Stored data
..............................
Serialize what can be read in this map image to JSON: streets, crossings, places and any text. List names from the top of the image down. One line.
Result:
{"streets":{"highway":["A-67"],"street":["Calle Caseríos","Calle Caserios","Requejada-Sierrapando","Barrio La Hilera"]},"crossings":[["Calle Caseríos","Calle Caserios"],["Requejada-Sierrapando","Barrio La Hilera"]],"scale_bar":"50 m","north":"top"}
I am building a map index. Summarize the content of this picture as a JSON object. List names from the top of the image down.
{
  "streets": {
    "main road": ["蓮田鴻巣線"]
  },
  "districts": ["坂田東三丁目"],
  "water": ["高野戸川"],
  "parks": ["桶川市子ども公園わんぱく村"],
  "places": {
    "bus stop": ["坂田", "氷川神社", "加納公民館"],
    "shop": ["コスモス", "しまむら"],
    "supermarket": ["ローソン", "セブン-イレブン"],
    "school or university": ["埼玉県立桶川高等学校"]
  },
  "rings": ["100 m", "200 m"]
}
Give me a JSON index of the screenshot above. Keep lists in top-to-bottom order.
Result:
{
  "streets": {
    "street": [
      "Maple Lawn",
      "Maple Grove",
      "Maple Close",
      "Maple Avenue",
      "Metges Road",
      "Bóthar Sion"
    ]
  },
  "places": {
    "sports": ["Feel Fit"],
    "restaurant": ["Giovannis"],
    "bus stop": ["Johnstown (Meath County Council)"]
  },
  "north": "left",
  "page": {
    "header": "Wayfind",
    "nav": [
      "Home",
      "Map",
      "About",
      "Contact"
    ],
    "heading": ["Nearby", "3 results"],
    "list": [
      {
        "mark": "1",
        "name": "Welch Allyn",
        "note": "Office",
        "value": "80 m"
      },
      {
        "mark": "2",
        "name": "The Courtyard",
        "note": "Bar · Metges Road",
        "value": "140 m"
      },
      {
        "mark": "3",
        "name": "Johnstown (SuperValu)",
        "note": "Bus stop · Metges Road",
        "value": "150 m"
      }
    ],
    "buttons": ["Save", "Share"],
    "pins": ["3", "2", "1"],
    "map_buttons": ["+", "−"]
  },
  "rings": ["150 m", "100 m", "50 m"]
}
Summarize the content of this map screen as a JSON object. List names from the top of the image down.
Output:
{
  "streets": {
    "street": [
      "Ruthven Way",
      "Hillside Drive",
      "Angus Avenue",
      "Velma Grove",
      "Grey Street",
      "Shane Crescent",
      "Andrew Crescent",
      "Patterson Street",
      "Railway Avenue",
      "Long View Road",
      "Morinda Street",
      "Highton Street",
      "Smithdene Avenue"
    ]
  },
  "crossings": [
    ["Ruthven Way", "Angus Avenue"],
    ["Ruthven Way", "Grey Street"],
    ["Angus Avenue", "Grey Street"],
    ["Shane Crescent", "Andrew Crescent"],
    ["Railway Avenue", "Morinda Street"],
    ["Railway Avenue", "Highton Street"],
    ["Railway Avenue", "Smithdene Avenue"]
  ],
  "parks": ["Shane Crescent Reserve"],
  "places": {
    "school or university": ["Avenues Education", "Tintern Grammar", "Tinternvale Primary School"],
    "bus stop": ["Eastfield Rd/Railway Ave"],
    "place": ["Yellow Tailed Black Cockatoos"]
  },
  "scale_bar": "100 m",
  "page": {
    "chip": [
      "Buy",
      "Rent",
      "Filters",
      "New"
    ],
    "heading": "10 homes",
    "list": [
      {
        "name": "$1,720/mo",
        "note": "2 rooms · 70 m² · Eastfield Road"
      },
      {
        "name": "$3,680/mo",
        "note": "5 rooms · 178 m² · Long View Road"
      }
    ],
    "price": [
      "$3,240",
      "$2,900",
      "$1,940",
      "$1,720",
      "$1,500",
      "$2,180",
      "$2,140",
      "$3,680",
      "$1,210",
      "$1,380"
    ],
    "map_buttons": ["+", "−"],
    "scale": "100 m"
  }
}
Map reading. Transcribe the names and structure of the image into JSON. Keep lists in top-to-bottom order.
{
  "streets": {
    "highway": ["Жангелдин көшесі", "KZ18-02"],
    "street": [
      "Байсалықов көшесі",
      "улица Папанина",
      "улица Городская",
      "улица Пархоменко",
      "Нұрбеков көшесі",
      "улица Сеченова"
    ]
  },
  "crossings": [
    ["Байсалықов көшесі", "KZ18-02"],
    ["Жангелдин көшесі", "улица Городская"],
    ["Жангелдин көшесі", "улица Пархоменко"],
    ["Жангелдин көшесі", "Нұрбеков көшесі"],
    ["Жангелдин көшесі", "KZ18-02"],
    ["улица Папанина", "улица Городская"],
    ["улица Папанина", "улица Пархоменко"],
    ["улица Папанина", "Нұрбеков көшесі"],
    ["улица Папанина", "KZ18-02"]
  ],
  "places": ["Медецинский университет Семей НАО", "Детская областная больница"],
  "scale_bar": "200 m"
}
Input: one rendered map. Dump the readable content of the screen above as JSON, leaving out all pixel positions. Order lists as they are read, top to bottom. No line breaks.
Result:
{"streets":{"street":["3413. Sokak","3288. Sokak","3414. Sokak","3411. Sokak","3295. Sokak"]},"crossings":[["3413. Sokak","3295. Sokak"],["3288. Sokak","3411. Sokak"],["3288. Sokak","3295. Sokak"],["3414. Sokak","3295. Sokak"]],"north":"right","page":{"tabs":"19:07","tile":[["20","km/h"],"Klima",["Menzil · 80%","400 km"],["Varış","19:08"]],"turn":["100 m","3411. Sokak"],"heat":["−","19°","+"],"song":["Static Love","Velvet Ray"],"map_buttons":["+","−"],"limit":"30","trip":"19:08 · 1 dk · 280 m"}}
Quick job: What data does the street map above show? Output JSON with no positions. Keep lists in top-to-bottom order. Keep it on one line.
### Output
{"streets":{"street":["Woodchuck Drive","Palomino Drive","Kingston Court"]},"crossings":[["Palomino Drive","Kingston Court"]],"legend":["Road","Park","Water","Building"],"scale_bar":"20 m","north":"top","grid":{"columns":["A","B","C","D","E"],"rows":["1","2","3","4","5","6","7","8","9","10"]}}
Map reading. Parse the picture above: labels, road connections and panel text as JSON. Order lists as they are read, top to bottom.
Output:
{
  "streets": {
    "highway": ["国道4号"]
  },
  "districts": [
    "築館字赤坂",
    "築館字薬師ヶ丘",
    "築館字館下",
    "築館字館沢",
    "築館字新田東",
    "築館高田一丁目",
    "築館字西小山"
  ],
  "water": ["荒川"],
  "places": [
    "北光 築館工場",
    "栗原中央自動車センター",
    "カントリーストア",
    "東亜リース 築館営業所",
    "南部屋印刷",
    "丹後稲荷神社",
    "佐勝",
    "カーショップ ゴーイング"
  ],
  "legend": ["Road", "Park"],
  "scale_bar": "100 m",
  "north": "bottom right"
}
..............................
Copy every line of the records above, starting with the first, up to and including the line containing "Give me a JSON".

Serialize what can be read in this map image to JSON: streets, crossings, places and any text. List names from the top of the image down. One line.
Result:
{"streets":{"highway":["A-67"],"street":["Calle Caseríos","Calle Caserios","Requejada-Sierrapando","Barrio La Hilera"]},"crossings":[["Calle Caseríos","Calle Caserios"],["Requejada-Sierrapando","Barrio La Hilera"]],"scale_bar":"50 m","north":"top"}
I am building a map index. Summarize the content of this picture as a JSON object. List names from the top of the image down.
{
  "streets": {
    "main road": ["蓮田鴻巣線"]
  },
  "districts": ["坂田東三丁目"],
  "water": ["高野戸川"],
  "parks": ["桶川市子ども公園わんぱく村"],
  "places": {
    "bus stop": ["坂田", "氷川神社", "加納公民館"],
    "shop": ["コスモス", "しまむら"],
    "supermarket": ["ローソン", "セブン-イレブン"],
    "school or university": ["埼玉県立桶川高等学校"]
  },
  "rings": ["100 m", "200 m"]
}
Give me a JSON index of the screenshot above. Keep lists in top-to-bottom order.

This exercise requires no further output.